Wenn deutsche Boulevard-Blättchen wieder mal den "Drogenfreund" herbeizitieren und dabei scheinheilig auf Jugendschutz machen, gibt es immer was zu lachen. So informierte kürzlich die "Bunte" besorgt darüber, dass Schauspielerin Emma Watson, "die brave Hermione aus den Harry-Potter-Romanen", auf Partys mit Johnny Borrell gesichtet wurde: "Der zehn Jahre ältere Sänger der Band Razorlight wurde vor allem mit Saufgelagen berühmt." Fluch des Ruhms. Rob Brown und Sean Booth mussten sich in rund 15 Jahren Autechre-Geschichte kaum je mit Klatschreportern abgeben, denn beide sind gesichtslos und treten hinter ihr Werk zurück. Wie die Labelkollegen Aphex Twin, Plaid und Boards Of Canada haben Autechre schon vor sehr langer Zeit einen vollkommen eigenen Sound geschaffen, den sie in der Folge auf unzähligen Singles, EPs und Alben reduzierten, abstrahierten, veränderten und verästelten. Auf "Quaristice" wird das gemeinsam Geschaffene manchmal auch nur verwaltet: Die Muster von "Simmm", "The Plc" oder "fwzE" sind bereits bekannt. Toll dagegen die Ambient-Tracks "paralel Suns" und "Altibzz" sowie das düstere "WNSN". Wer erstmal nur eine Autechre-CD kaufen möchte: "Tri Repetae" von 1995. (6) Jan Wigger

Bauhaus – "Go Away White"
(Cooking Vinyl/Indigo, 7. März)

Als man Justus Köhncke jüngst vorsichtig zu den britischen Gothic-Urvätern befragte, wurde der Musiker beinahe etwas wütend und beschied den Fragesteller mit der Auskunft, dass er Bauhaus für eine der "unerträglichsten Dreckscombos" aller Zeiten halte. Einigen wir uns darauf, dass Bauhaus Anfang der achtziger Jahre zumindest die theatralischste Band Englands war, mit Friedhofsmänteln, Toten-Make-up, Bela Lugosi und Peter Murphys David Bowie-Stimme. "Go Away White" ist das erste Studioalbum seit 25 Jahren, das fünfte insgesamt und laut Band auch das letzte: Keine Tour, keine weiteren Pläne. Und nach der Marter, die es bedeutet "Go Away White" ohne versehentlichen Dolchstoß in den eigenen Rücken durchzuhören, darf gesagt werden: Man möge die Toten ruhen lassen, es ist besser so.

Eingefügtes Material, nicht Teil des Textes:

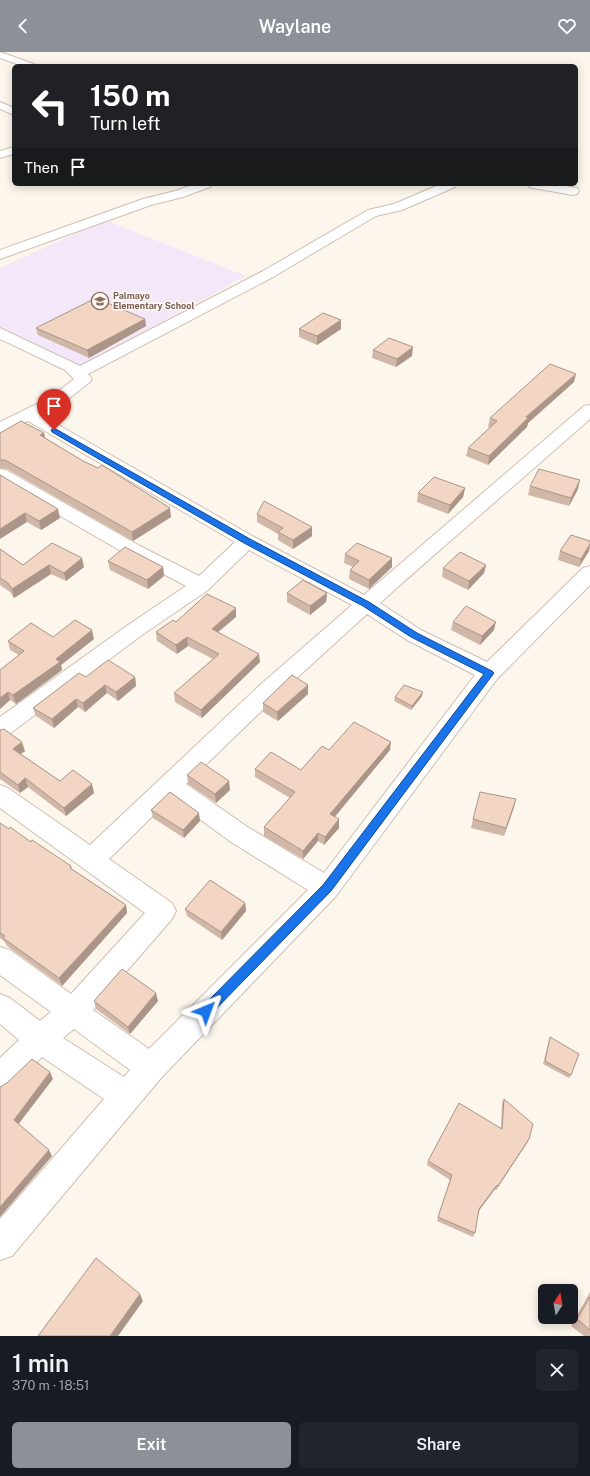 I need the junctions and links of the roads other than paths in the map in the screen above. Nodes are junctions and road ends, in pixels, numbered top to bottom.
1 (0, 55) edge
2 (25, 64) edge
3 (0, 105) edge
4 (12, 111) edge
5 (12, 151) edge
6 (0, 155) edge
7 (164, 186) edge
8 (200, 186) edge
9 (446, 186) edge
10 (545, 186) edge
11 (573, 191) dead end
12 (164, 198) junction
13 (0, 255) edge
14 (0, 333) edge
15 (79, 373) junction
16 (590, 410) edge
17 (27, 414) junction
18 (0, 429) edge
19 (0, 474) edge
20 (247, 541) junction
21 (590, 574) edge
22 (201, 585) junction
23 (366, 604) junction
24 (489, 673) junction
25 (0, 729) edge
26 (169, 784) junction
27 (0, 795) edge
28 (92, 859) junction
29 (327, 888) junction
30 (0, 959) edge
31 (0, 1007) edge
32 (73, 1012) junction
33 (40, 1038) junction
34 (152, 1068) junction
35 (0, 1079) edge
36 (127, 1098) junction
37 (0, 1244) edge

1 - 2 street
3 - 4 street
5 - 6 street
7 - 12 street
8 - 12 street
9 - 15 street
10 - 11 street
12 - 13 street
14 - 15 street
15 - 17 street
16 - 23 street
17 - 18 street
17 - 20 street
19 - 22 street
20 - 22 street
20 - 23 street
21 - 24 street
22 - 25 street
23 - 24 street
23 - 26 street
24 - 29 street
26 - 28 street
26 - 29 street
27 - 28 street
28 - 32 street
29 - 34 street
30 - 32 street
31 - 33 street
32 - 33 street
32 - 34 street
33 - 35 street
33 - 36 street
34 - 36 street
36 - 37 street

Altersschwach und bräsig schleppen sich "Mirror Remains" oder "Too Much 21st Century" über die Ziellinie, die Gitarren klingen nach Schrottplatz und Peter Murphy im jämmerlichen "Saved" so, als habe er das viel zu lange Klagelied während einer chinesischen Wasserfolter eingesungen. Bauhaus 2008 sind nur noch Pose, Ian Curtis wird im Grab rotieren und der Langzeit-Fan einen bösen Brief schreiben: Die Gruft-Abteilung nimmt Kritik an ihren Lieblingsbands ja leider immer besonders persönlich. (3) Jan Wigger


Wertung: Von "0" (absolutes Desaster) bis "10" (absoluter Klassiker)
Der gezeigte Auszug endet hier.